Dear reader,

I grew up north of conservative Westchester, New York — a county as rich as it is white — in an all-boys Catholic school. For the majority of my life, sexuality, love and romance had long been shrouded by a veil of ignorance. Unlike many Yalies, I was taught abstinence, not contraception; the girl who kindly took my virginity gave me a quick condom tutorial before our even quicker endeavor.

Therefore, you can imagine the timid excitement a young boy would have when he was accepted to the historically liberal — politically and sexually — university that is our good ole’ spicy Yale. Meme references to “Daddy Salovey” and Yale Daily News opinion pieces about Yale’s hookup culture fell upon this saucy prefrosh’s eyes with naive lust.

And thus, the profile was made upon my first steps in L-Dub, “Nick Tabio. 18. Part time dad joke enthusiast, full time daddy. ~ Wearer of socks and sandals ~. Believer in the man romper.”

[At the end of each online Yale Daily News article, you are given the option to contact the author; this time, I implore that you email me (nick.tabio@yale.edu) with comments, suggestions or concerns regarding my Tinder profile. If we match, you’re in if you cite this article.]

Yet, of course, the razzle and dazzle of Yale’s Tinder scene quickly faded for this then-first-year. I quickly found myself in a committed relationship, deleting my red app, replacing it with a Google Calendar, plans with her parents and other signs of comparably monotonous monogamy. That’s not to say I disliked my relationship — quite the contrary, in fact. The conception of daily plans, consistent structure and mutual dependence feel shockingly human. It’s not rocket science, and its not philosophically complex; people — you and me included — dislike the feeling of loneliness, and we were raised in a society that pushed committed romantic monogamous involvement as the means to achieve such an escape from constant romantic escapism — by which I mean a slew of sexual affairs, all at least partially devoid of emotional investment.

All relationships end in one of three ways: marriage, death or breakup. Mine ended in the last, and the red app re-appeared on my phone in near-immediate fashion. I added some new photos (can’t be catfishing the freshman 15) and added a certainly clever duo of phrases: “4.96 stars on Uber. Preferred by 9/10 dentists.” Along with the daddy complex, knowing that I have responsible dental hygiene and am willing to make charming small talk with my Uber driver is sure to impress all of Yale’s boys and girls.

My return to Tinder, that certainly sexual community, has presented to me a particular, if not unfortunate existential quandary: Is the single life the good life?

My traditional Westchester upbringing presses me to say no. I go to sleep alone at night, as do all the single people in the world, and I wake up with ever so slightly less structure in my life — an understatement, if you knew me better. Casual dating is hardly the answer; G-cal-ing your Tinder dates does not even mildly resemble an organized, functioning life. Around this Valentine’s time of year, we must also consider the presumptuous idea that Tinder and other sexually-focused dating apps could never produce love — a commonly held belief that I wholly refute.
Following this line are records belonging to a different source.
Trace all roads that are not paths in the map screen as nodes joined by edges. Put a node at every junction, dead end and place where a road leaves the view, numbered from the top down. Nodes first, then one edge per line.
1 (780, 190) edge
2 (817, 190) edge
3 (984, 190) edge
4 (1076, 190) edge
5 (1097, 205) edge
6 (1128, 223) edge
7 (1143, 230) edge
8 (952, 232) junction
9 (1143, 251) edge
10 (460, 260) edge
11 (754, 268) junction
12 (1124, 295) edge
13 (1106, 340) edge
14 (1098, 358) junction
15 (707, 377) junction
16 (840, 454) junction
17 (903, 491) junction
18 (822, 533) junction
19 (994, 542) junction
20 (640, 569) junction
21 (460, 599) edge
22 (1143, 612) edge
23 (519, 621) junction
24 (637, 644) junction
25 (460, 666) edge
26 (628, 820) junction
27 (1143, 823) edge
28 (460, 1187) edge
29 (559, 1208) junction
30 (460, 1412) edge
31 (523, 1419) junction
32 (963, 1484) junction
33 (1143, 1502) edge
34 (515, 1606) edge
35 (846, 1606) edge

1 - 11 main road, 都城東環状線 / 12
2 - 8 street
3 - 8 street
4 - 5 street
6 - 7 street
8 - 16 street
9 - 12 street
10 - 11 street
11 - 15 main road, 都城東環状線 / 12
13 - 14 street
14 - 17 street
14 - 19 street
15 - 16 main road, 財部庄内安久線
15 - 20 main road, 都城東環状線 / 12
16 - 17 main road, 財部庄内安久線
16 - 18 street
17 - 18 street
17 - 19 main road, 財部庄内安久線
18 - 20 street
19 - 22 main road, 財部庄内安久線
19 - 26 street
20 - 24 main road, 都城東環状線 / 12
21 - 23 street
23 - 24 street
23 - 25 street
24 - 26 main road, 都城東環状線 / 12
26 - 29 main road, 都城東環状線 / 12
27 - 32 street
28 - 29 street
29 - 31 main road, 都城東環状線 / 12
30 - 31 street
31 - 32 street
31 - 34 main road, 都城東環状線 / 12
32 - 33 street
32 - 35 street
Ostensibly the most traditionally held conception of love is that of first sight, an idea that is believed to be true by most Westerners (myself included) but is based wholly on a person’s physical appearance. While love at first sight does base itself on the idea that the look of another person can trigger the most high of love between two people, I cannot conceive why Tinder is held in such disdain by the sexually conservative of both Yale and those participating in Western culture.

The naive, jockish, most certainly douchebag version of myself first downloaded Tinder as a source of instant, emotionless sexual connection (a friend once referred to it as Amazon prime for sex). Today, a slightly more mature, but arguably still douchebag Nick Tabio, now makes a stand that Tinder is the best conception of love at first sight. If that is shallow, if that is romantic, if that is somewhere in between, I care not. Instead, I will swipe left, right and up, searching for the next someone in my life; and I encourage you to do so, as well. Go find your true love.